*Exercise:* Could you print each entry below verbatim while omitting the pictures?

*Exercise inputs:*
▼▼▼

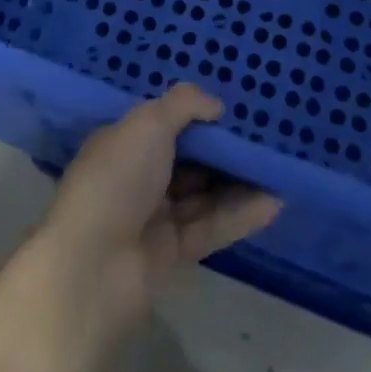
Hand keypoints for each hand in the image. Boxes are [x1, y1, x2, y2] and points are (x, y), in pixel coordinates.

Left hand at [39, 85, 280, 333]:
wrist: (93, 266)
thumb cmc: (117, 177)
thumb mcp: (149, 123)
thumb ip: (184, 105)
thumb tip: (216, 105)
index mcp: (124, 141)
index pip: (163, 123)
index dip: (196, 117)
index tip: (233, 113)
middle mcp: (137, 176)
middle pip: (186, 160)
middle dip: (221, 151)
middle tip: (262, 140)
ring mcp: (154, 216)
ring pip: (203, 195)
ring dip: (237, 183)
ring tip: (276, 170)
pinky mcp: (172, 253)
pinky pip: (211, 227)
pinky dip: (239, 215)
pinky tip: (272, 202)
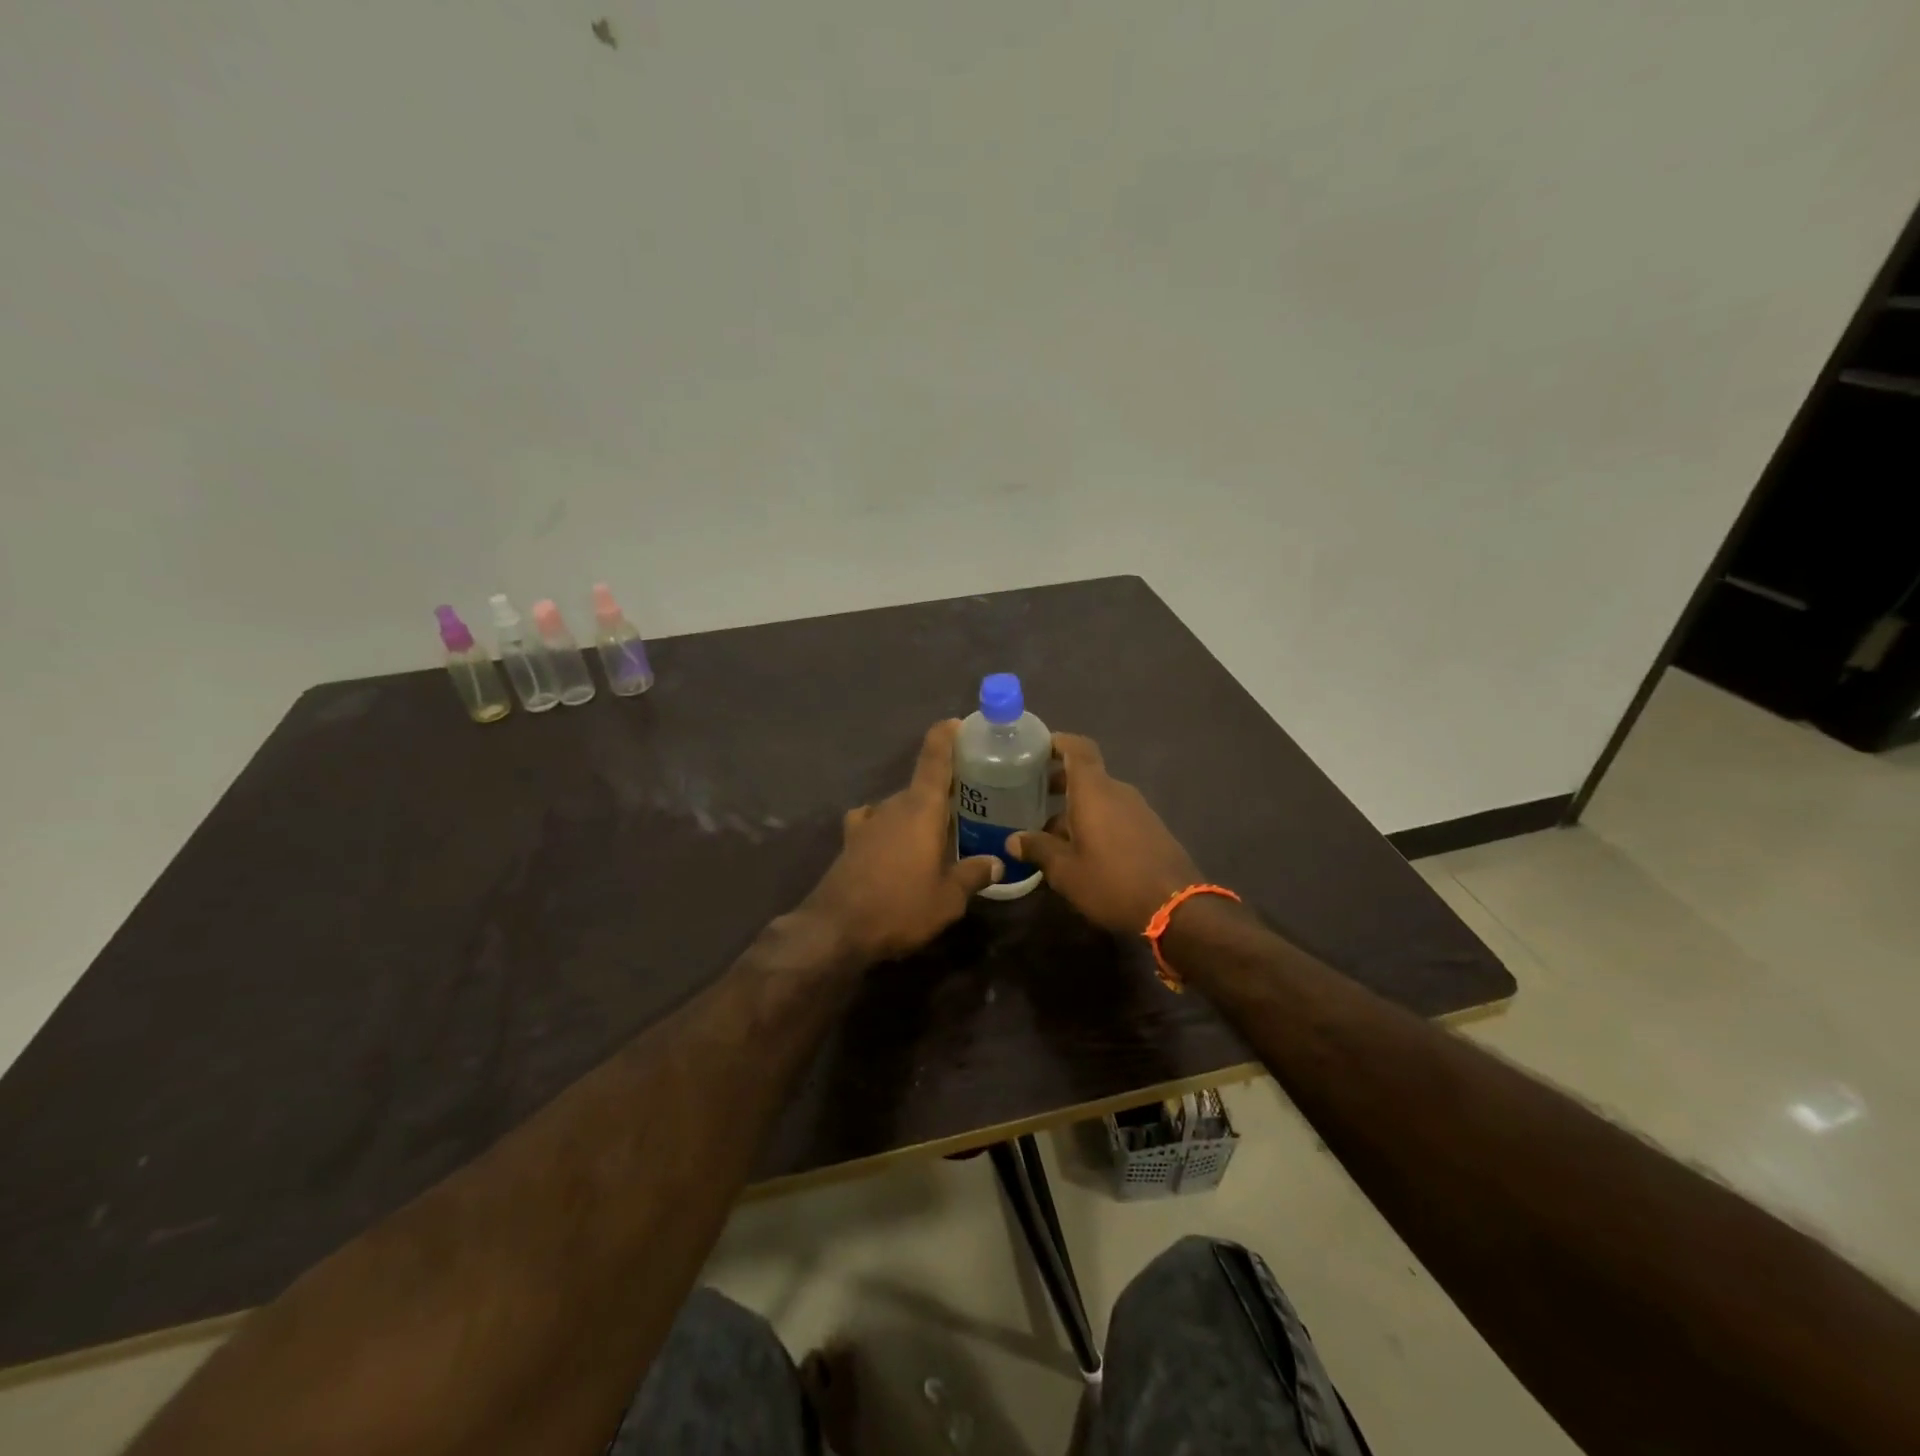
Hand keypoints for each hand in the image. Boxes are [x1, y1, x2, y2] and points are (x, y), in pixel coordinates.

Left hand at [801, 720, 1003, 961]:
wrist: (835, 929)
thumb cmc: (900, 907)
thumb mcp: (948, 899)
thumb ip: (973, 875)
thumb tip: (996, 862)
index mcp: (921, 809)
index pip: (934, 759)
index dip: (946, 736)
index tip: (958, 723)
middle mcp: (893, 806)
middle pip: (922, 786)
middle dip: (945, 790)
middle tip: (971, 802)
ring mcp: (868, 821)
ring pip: (901, 806)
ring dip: (919, 813)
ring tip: (939, 831)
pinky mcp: (851, 840)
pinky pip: (877, 822)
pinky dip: (891, 827)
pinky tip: (896, 844)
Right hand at [1007, 733, 1202, 934]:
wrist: (1177, 908)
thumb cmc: (1112, 881)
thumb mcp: (1065, 871)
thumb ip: (1038, 849)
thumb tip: (1012, 840)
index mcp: (1094, 791)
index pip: (1078, 748)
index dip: (1057, 742)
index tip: (1036, 749)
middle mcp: (1117, 792)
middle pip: (1085, 776)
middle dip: (1058, 783)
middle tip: (1030, 798)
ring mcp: (1138, 810)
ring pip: (1099, 799)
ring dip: (1074, 809)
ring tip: (1048, 834)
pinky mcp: (1150, 830)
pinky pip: (1114, 815)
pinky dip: (1094, 822)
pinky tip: (1079, 851)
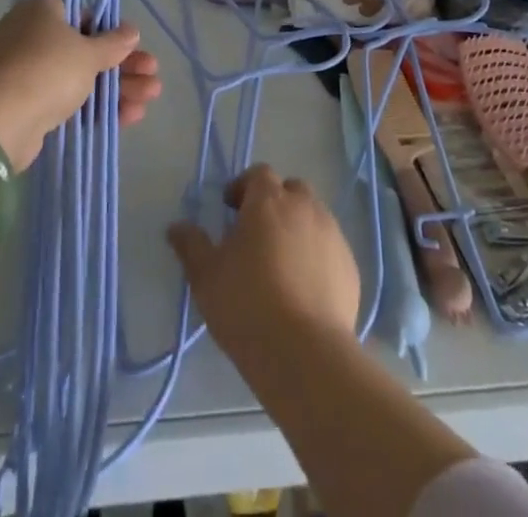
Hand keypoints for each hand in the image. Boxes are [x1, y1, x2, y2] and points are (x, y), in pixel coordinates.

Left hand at [0, 0, 159, 168]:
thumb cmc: (47, 70)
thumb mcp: (88, 52)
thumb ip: (113, 43)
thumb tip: (131, 30)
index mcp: (40, 11)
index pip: (83, 15)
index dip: (111, 33)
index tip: (134, 48)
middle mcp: (30, 37)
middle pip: (85, 49)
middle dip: (122, 65)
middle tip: (152, 76)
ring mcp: (25, 73)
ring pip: (79, 77)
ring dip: (117, 87)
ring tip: (150, 98)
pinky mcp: (25, 106)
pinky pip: (66, 100)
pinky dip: (95, 106)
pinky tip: (128, 116)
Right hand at [167, 165, 359, 359]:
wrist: (305, 353)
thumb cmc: (247, 305)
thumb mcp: (206, 276)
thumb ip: (191, 245)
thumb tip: (176, 226)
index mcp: (269, 200)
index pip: (258, 174)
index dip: (243, 187)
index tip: (230, 209)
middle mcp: (305, 207)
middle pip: (291, 190)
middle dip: (275, 203)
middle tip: (257, 233)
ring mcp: (332, 235)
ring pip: (313, 217)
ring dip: (297, 228)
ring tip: (281, 263)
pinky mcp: (350, 266)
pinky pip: (330, 249)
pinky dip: (317, 256)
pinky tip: (304, 288)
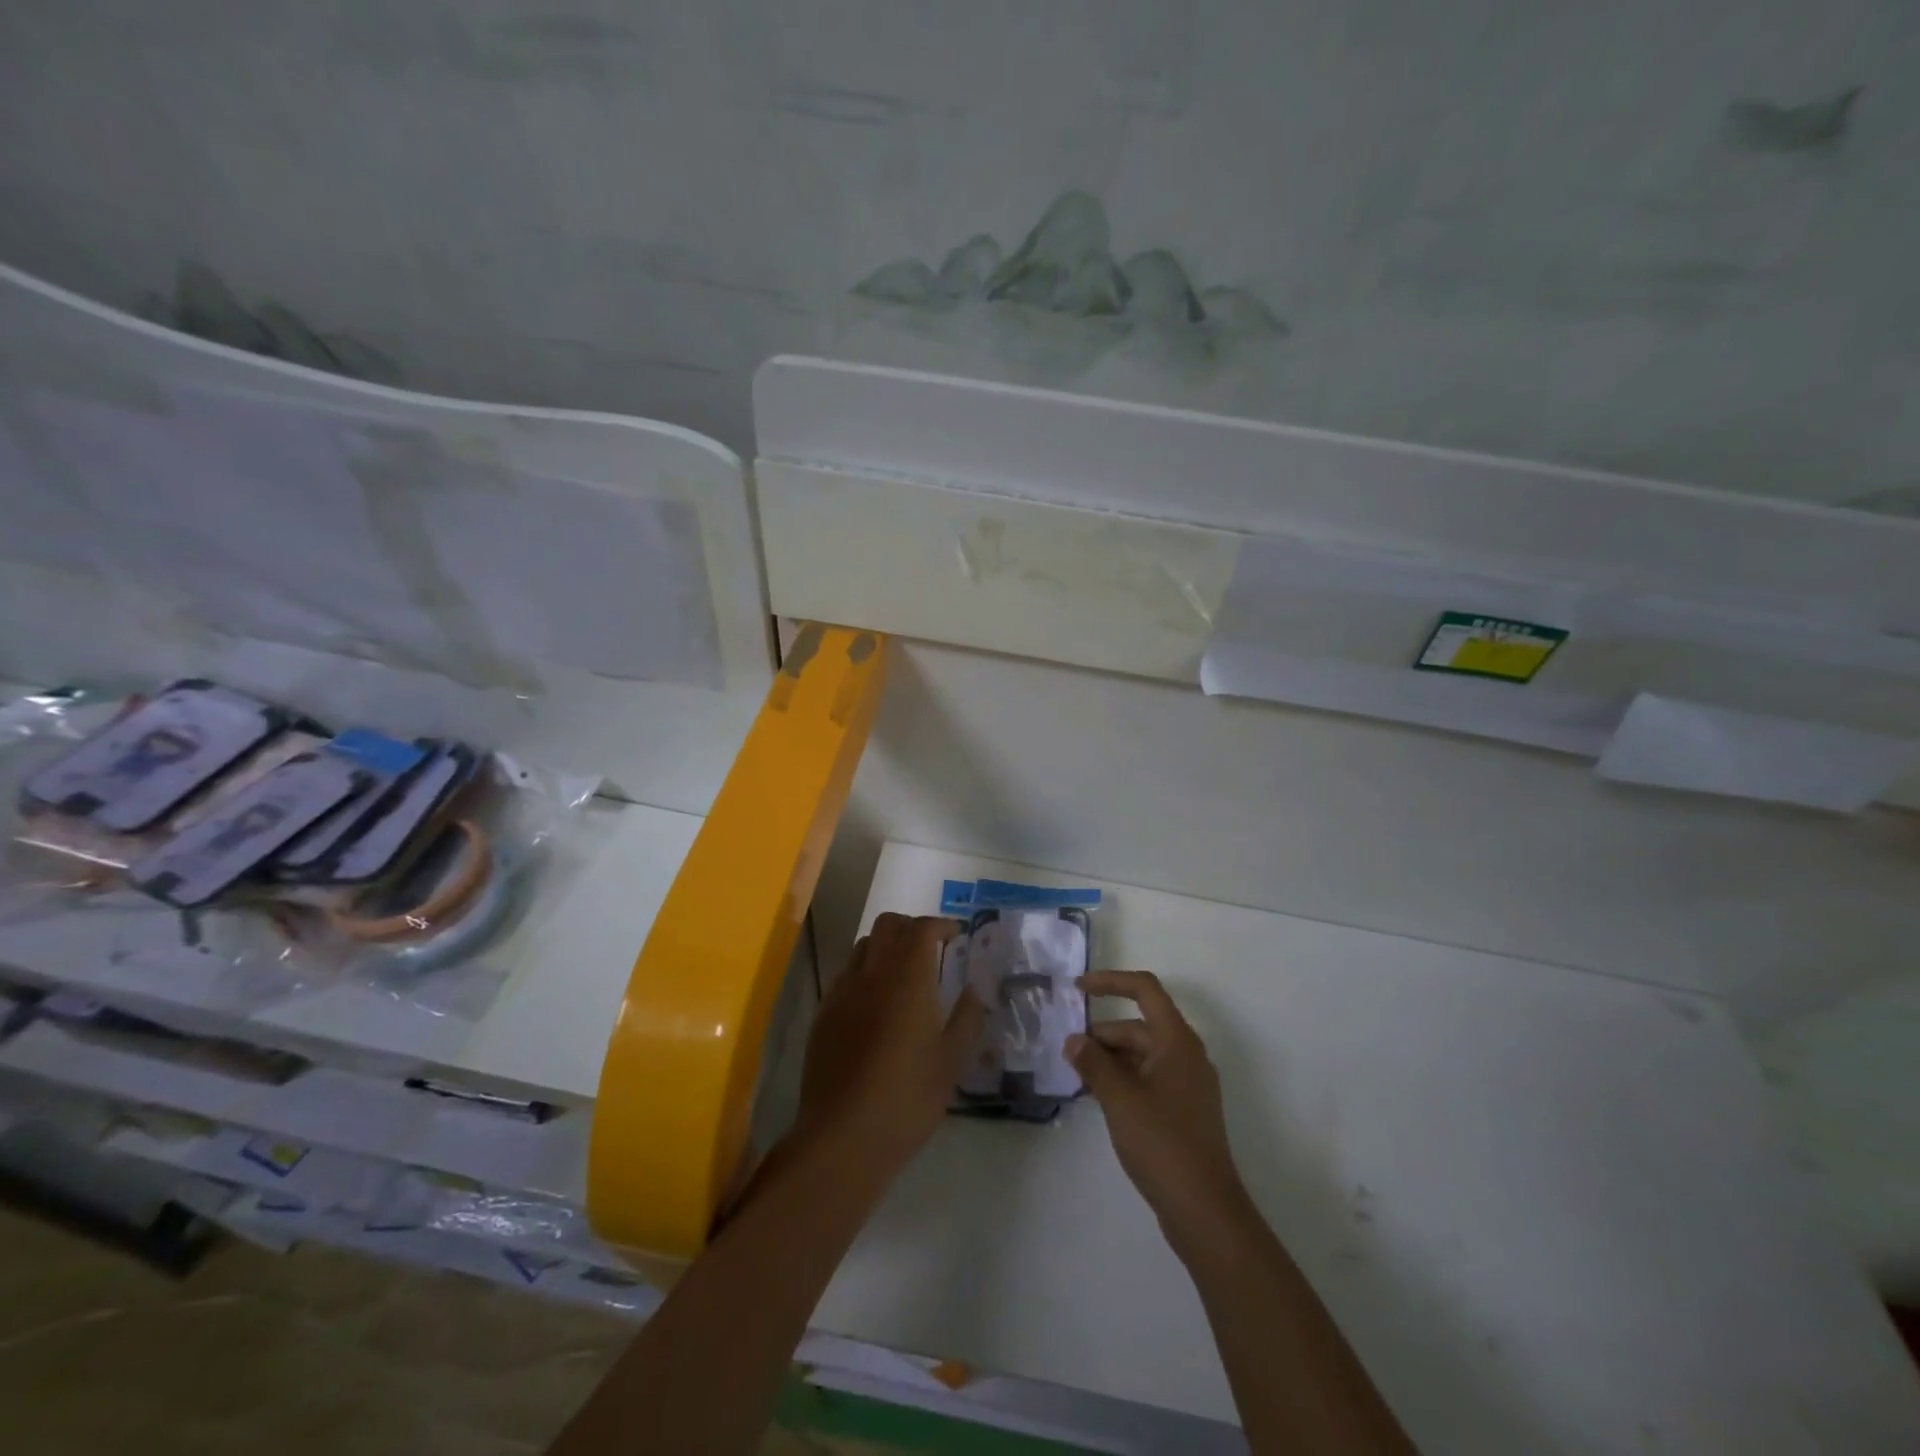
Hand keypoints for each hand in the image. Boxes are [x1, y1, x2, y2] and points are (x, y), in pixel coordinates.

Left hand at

▲▲▲

*Reply:*
Hand keypoints for each hand in the image. Boxes are [x1, y1, x2, y2] and points are (x, y), in pixel coordinates.

Left hand at [39, 85, 280, 333]:
wrist: (93, 266)
thumb cmc: (117, 177)
thumb mcp: (149, 123)
thumb ip: (184, 105)
thumb tip: (216, 105)
index mcp: (124, 141)
index pip: (163, 123)
index dip: (196, 117)
index tip: (233, 113)
middle mcp: (137, 176)
middle pip: (186, 160)
middle dip: (221, 151)
middle tip: (262, 140)
ring mcp: (154, 216)
ring pip: (203, 195)
ring dip: (237, 183)
ring tip: (276, 170)
pinky mcp: (172, 253)
pinky pip: (211, 227)
pinky dip: (239, 215)
pinky tip: (272, 202)
Hand keypoints for each hand in the image. Boxes are [x1, y1, x2, y2] and points are (x, y), in pixel coordinates.

Left hand at [801, 720, 1003, 961]:
wrist: (835, 929)
thumb cmc: (900, 907)
thumb mcp: (948, 899)
thumb ip: (973, 875)
thumb tip: (996, 862)
index mcp: (921, 809)
index pip: (934, 759)
index dip: (946, 736)
index tip: (958, 723)
middle mcp: (893, 806)
middle pip: (922, 786)
middle dip: (945, 790)
middle tip: (971, 802)
ring mcp: (868, 821)
ring pip: (901, 806)
ring dip: (919, 813)
ring tip: (939, 831)
pinky mcp: (851, 840)
pinky pip: (877, 822)
pinky dip: (891, 827)
pinky tip: (896, 844)
Right hand at [1007, 733, 1202, 934]:
wrist: (1177, 908)
thumb cmc: (1112, 881)
thumb mcp: (1065, 871)
thumb ip: (1038, 849)
thumb tip: (1012, 840)
index mcp: (1094, 791)
index pip: (1078, 748)
index dip: (1057, 742)
index tip: (1036, 749)
middle mcp: (1117, 792)
middle pip: (1085, 776)
middle dip: (1058, 783)
middle tip: (1030, 798)
ring mcp: (1138, 810)
ring pip: (1099, 799)
ring dip: (1074, 809)
ring tip: (1048, 834)
pinky mcp: (1150, 830)
pinky pip: (1114, 815)
pinky dip: (1094, 822)
pinky tip: (1079, 851)
Hand keypoints for each hand in the image. Boxes are [x1, y1, x2, y2] and points are (x, y), in pixel coordinates.

Left hand at [0, 0, 159, 168]:
thumb cmc: (47, 70)
thumb mcp: (88, 52)
thumb ip: (113, 43)
thumb tip: (131, 30)
index mcp: (40, 11)
index pip: (83, 15)
index dip: (111, 33)
index tip: (134, 48)
middle mcp: (30, 37)
middle pip: (85, 49)
middle dip: (122, 65)
middle tip: (152, 76)
ring mcp: (25, 73)
ring pip: (79, 77)
ring dip: (117, 87)
ring tip: (150, 98)
pinky mcp: (25, 106)
pinky pip: (66, 100)
pinky dip: (95, 106)
pinky tip: (128, 116)
Right hand at [167, 165, 359, 359]:
wrist: (305, 353)
thumb cmc: (247, 305)
thumb mcp: (206, 276)
thumb ip: (191, 245)
thumb tip: (176, 226)
index mcp: (269, 200)
index pip: (258, 174)
index dip: (243, 187)
index tip: (230, 209)
middle mcp: (305, 207)
middle pip: (291, 190)
middle dip: (275, 203)
middle tip: (257, 233)
ring mcp: (332, 235)
ring pip: (313, 217)
ring dip: (297, 228)
ring tip: (281, 263)
pinky mcp: (350, 266)
pinky pip: (330, 249)
pinky dip: (317, 256)
pinky tip: (304, 288)
Hand keypoints for each hand in the image. Boxes are [x1, y1, x2, y2] and points are (x, y), in pixel coordinates.

Left hand at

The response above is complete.